VT Census Case Studies : CoreLogic

Brief Overall Description of the Dataset:

CoreLogic obtains (and analyzes) property data from tax assessors and county recorders offices across the nation. Data included tax, market value, building, and deed information. Working directly with the sources of data, they are able to match, clean standardize, and refine their data to insure quality and help with use.

Screening

  • Is the data collected opinion-based?
  • Is the data collection recurring (must be collected at least annually)?
  • Is there data available for 2013?
  • For Housing: Is the data collected at the property or housing unit level?
  • Can we access the data by August 15th?

Purpose

  • What is the purpose of the organization collecting the data?

CoreLogic’s purpose is to collect and analyze data in order to sell data to interested parties.

  • Why is it collected and how does the organization use it?

The information is collected in order to sell it to interested parties.

  • Who else uses the data?

Businesses and researchers.

(Georgetown and US Merced)

  • Who do they sell the data to?

“For multiple users, primarily business”

CoreLogic (crime), Federal Reserve

 

Method

  • What is the data collection method? 

Data is collected from “third parties,” which include “industry and government entities” such as: County assessors, County tax collectors, County courthouses, County recorders, State revenue, taxation agencies, U.S. bankruptcy court, Multiple listing services, Real estate brokers and agents, Appraisers, Servicers, and FEMA

Two databases: TAX (get from accessor once a year for each parcel) and Transaction (get from accessor or collect documents)

  •   What is the type of data collected? 

CoreLogic collects administrative data. See: https://www.corelogic.com/downloadable-docs/capital-markets-data-sources.pdf

  • If designed, who created the questions? Not applicable

  • What is the raw source of the collected data (prior to any aggregation)? 

City/county records


Description

  • What is the general topic of the data (1-2 words)?

Property, “risk assessment” (since the data deals with properties and with people)

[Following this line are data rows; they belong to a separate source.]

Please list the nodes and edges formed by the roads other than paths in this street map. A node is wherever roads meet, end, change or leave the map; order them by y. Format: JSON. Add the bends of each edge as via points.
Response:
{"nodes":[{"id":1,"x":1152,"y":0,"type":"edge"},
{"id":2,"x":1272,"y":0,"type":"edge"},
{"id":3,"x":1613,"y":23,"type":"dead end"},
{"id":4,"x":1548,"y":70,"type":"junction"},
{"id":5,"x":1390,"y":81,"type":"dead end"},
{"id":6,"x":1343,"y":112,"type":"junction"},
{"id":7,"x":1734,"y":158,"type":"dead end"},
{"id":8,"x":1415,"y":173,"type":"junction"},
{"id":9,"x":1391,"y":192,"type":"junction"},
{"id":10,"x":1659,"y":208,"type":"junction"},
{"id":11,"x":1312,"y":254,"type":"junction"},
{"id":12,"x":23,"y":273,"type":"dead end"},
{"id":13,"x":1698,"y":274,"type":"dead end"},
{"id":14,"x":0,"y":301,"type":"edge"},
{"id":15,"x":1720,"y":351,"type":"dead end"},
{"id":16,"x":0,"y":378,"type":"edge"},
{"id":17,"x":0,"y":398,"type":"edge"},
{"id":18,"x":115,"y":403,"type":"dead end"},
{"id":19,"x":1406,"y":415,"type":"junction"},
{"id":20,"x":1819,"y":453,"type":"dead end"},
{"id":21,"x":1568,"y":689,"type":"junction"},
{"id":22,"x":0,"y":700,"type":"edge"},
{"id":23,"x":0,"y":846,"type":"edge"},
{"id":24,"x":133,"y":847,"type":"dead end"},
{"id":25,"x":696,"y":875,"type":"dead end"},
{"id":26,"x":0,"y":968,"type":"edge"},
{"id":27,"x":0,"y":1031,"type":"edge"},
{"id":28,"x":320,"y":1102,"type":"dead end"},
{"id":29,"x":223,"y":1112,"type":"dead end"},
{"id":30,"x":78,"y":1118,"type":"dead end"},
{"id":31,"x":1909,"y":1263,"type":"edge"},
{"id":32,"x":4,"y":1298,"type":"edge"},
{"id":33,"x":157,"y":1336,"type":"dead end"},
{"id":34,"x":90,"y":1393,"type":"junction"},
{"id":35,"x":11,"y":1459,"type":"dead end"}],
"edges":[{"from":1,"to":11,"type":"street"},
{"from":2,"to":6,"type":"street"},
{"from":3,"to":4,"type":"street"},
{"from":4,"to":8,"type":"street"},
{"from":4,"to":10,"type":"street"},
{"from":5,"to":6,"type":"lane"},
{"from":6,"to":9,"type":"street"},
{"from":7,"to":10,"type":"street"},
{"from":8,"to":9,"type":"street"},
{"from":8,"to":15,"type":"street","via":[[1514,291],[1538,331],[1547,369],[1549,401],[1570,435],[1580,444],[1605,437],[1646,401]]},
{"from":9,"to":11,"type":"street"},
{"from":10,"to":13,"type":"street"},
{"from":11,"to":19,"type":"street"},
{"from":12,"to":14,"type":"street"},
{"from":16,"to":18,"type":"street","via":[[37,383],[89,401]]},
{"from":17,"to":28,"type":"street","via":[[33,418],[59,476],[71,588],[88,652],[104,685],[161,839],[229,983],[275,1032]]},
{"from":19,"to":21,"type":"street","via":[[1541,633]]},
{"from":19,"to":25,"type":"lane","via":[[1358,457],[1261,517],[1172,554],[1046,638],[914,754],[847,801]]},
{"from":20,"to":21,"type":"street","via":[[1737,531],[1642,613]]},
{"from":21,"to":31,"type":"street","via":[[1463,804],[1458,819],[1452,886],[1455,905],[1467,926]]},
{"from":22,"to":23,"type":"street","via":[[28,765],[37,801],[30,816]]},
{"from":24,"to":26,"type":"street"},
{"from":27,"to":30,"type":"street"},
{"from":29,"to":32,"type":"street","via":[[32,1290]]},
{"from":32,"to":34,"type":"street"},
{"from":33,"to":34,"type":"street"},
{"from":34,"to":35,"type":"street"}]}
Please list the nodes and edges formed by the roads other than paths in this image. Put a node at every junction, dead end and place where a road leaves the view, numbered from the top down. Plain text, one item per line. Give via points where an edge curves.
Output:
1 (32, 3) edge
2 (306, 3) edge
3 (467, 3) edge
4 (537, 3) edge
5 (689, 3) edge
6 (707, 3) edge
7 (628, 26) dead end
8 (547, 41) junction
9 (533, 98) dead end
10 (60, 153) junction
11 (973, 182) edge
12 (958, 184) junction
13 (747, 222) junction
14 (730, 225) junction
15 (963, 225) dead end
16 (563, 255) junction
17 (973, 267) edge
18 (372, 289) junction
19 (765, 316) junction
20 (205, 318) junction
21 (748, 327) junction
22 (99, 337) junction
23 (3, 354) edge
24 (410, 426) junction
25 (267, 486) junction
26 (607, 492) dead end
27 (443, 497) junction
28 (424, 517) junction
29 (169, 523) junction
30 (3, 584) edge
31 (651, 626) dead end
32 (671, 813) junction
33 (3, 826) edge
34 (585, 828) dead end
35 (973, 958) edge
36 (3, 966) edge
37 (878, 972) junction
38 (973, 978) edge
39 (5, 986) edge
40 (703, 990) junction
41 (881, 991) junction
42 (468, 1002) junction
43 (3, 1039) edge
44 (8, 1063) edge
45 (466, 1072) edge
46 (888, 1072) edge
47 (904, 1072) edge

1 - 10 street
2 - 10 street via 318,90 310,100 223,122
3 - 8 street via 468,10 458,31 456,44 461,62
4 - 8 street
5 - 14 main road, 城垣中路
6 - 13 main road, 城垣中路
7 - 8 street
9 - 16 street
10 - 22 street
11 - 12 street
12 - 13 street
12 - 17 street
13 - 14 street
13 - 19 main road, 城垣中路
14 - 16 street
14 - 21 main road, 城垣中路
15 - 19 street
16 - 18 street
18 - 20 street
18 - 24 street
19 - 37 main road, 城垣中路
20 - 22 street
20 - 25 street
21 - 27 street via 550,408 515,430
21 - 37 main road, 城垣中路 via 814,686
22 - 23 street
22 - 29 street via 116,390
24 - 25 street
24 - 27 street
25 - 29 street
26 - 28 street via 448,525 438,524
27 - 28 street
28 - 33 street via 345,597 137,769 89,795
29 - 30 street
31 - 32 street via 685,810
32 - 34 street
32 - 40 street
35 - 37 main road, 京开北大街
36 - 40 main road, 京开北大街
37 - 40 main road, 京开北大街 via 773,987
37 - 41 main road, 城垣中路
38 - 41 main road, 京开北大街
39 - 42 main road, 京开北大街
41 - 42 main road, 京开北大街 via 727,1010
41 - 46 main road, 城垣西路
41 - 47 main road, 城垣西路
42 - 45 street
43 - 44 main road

  • What are the earliest and latest dates for which data is available?

On academic portal: 2014

Historical Tax Role: around 2005. They used to over ride data when new data came in (about a decade) 

  • Is data collected and available periodically?

Yes. Data from county is yearly by some counties and quarterly for others.

  • How soon after a reference period ends can a data source be prepared and provided? 

Unknown

 

Selectivity

  • What is the universe (e.g., population) that the data represents?

This information was collected from the “United States, Australia, New Zealand and United Kingdom. In the United States alone, we cover 99% of all properties, which equates to 147 million properties and 99.9% of the population.”  For other types of data (besides property), they do have quite a large bulk of data.


Accessibility

  • How is the data accessed? 

Current data is available on online portal for researchers.

Historical data is available by bulk data download via FTP

  • Is it open data?

No

  • Any legal, regulatory, or administrative restrictions on accessing the data source?

Need licenses agreement and SOW, which has data restriction information

  • Cost? - One time or annual or project based payment?

For historical data, $2,000 a year per state. For access of VA data on portal: $7,128.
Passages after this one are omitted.